§ **Activity**: The entries should be restated word for word.

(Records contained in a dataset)
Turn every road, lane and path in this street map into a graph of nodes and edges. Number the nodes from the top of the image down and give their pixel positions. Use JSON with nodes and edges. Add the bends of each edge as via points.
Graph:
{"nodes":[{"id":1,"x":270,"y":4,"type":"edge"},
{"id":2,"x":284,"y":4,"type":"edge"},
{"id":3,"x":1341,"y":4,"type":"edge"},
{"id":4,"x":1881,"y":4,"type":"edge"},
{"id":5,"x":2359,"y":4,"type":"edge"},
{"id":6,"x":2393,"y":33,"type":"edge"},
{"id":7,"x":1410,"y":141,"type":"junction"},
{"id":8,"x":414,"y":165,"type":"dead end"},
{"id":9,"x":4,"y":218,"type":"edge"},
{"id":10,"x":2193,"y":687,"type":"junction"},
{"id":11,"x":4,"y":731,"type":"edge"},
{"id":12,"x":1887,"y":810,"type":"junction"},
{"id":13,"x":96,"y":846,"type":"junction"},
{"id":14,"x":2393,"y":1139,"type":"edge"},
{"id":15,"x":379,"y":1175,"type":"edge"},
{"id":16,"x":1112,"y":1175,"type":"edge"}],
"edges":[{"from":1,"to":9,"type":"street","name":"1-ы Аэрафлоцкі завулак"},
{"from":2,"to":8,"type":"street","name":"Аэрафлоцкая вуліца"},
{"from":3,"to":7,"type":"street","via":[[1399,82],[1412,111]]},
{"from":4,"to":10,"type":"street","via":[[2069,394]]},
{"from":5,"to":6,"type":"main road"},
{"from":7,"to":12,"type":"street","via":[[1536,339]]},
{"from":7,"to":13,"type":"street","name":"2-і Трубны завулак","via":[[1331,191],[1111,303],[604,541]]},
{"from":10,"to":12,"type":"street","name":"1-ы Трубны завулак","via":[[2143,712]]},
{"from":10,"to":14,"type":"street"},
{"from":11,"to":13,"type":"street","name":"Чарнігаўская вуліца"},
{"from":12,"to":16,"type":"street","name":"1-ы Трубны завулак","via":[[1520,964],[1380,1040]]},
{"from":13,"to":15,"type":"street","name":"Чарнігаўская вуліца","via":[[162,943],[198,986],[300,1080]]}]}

§ **Exercise answer**:
Turn every road, lane and path in this street map into a graph of nodes and edges. Number the nodes from the top of the image down and give their pixel positions. Use JSON with nodes and edges. Add the bends of each edge as via points.
Graph:
{"nodes":[{"id":1,"x":270,"y":4,"type":"edge"},
{"id":2,"x":284,"y":4,"type":"edge"},
{"id":3,"x":1341,"y":4,"type":"edge"},
{"id":4,"x":1881,"y":4,"type":"edge"},
{"id":5,"x":2359,"y":4,"type":"edge"},
{"id":6,"x":2393,"y":33,"type":"edge"},
{"id":7,"x":1410,"y":141,"type":"junction"},
{"id":8,"x":414,"y":165,"type":"dead end"},
{"id":9,"x":4,"y":218,"type":"edge"},
{"id":10,"x":2193,"y":687,"type":"junction"},
{"id":11,"x":4,"y":731,"type":"edge"},
{"id":12,"x":1887,"y":810,"type":"junction"},
{"id":13,"x":96,"y":846,"type":"junction"},
{"id":14,"x":2393,"y":1139,"type":"edge"},
{"id":15,"x":379,"y":1175,"type":"edge"},
{"id":16,"x":1112,"y":1175,"type":"edge"}],
"edges":[{"from":1,"to":9,"type":"street","name":"1-ы Аэрафлоцкі завулак"},
{"from":2,"to":8,"type":"street","name":"Аэрафлоцкая вуліца"},
{"from":3,"to":7,"type":"street","via":[[1399,82],[1412,111]]},
{"from":4,"to":10,"type":"street","via":[[2069,394]]},
{"from":5,"to":6,"type":"main road"},
{"from":7,"to":12,"type":"street","via":[[1536,339]]},
{"from":7,"to":13,"type":"street","name":"2-і Трубны завулак","via":[[1331,191],[1111,303],[604,541]]},
{"from":10,"to":12,"type":"street","name":"1-ы Трубны завулак","via":[[2143,712]]},
{"from":10,"to":14,"type":"street"},
{"from":11,"to":13,"type":"street","name":"Чарнігаўская вуліца"},
{"from":12,"to":16,"type":"street","name":"1-ы Трубны завулак","via":[[1520,964],[1380,1040]]},
{"from":13,"to":15,"type":"street","name":"Чарнігаўская вуліца","via":[[162,943],[198,986],[300,1080]]}]}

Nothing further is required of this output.